3) Proprio le Associazioni di categoria sarebbe importante che collaborassero, anzichè farsi la guerra come spesso accade, per portare non solo chiarezza ma anche essere da esempio in un mondo che separa, di quali sono le opportunità opportunità che, invece, ci sono nell’integrazione, nella cooperazione e collaborazione. Questo sarebbe, a mio avviso, solo un bene innanzitutto per le persone bisognose di supporto, per tutti i professionisti e, mi viene da dire, per tutti.

4) che ogni singolo professionista si guardi dentro con umiltà e intelligenza accorgendosi che l’attestato potrebbe anche essere un’identità nel quale si riconosce, che potrebbe anche andare bene se non diventa identificazione con il ruolo; riconoscere le qualità, certo, e anche i limiti delle proprie competenze aprendosi alla possibilità di conoscenza di quelle dell’altro professionista senza vederlo come un nemico da combattere chissà, magari, anche per esigenze di mercato.

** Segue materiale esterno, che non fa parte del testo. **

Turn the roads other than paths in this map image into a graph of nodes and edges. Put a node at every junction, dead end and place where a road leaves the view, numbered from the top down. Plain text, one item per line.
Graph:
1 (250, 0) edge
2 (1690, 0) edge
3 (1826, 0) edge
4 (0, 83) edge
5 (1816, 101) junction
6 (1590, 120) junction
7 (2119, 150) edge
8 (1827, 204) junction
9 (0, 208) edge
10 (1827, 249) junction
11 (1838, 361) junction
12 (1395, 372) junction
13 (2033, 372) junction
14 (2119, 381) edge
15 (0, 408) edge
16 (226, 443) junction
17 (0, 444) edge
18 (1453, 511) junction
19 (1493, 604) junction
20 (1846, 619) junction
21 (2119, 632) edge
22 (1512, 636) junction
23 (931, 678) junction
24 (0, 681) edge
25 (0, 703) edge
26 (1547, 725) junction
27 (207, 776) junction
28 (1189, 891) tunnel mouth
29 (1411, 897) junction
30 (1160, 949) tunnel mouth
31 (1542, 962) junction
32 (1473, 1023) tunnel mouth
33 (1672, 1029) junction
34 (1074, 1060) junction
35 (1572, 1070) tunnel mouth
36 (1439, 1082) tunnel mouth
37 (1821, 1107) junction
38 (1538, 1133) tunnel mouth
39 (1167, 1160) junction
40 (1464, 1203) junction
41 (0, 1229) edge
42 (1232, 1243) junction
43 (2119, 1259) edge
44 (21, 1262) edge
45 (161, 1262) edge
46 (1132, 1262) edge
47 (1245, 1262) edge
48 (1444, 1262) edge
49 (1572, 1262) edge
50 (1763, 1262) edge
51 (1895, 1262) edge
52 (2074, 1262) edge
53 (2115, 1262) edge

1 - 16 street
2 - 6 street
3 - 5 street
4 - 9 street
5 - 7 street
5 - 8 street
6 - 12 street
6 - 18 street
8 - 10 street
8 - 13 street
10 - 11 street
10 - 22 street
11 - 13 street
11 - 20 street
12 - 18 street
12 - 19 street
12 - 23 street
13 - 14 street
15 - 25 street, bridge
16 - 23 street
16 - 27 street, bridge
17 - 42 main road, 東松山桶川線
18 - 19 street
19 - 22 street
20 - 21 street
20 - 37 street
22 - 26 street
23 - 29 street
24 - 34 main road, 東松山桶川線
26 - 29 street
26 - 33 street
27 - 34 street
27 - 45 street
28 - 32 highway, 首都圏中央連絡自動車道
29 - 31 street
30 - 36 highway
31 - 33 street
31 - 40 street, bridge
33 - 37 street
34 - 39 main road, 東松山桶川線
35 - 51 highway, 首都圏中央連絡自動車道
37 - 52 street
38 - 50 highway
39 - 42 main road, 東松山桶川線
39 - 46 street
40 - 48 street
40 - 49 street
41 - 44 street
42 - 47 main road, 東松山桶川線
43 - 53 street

Come counselor, trainer e direttore didattico di Terre d’Ascolto sto mettendo tutti gli sforzi possibili per trasmettere a chi frequenta i nostri seminari che al centro della relazione di aiuto c’è il cuore, l’incontro con il cuore dentro di sè, che significa incontrare l’amore per divenire dono di sè, quella che in Terre d’Ascolto amiamo chiamare “l’intenzione di bene”.

Se questo è appreso, tutto quanto ho scritto sopra è già realizzato.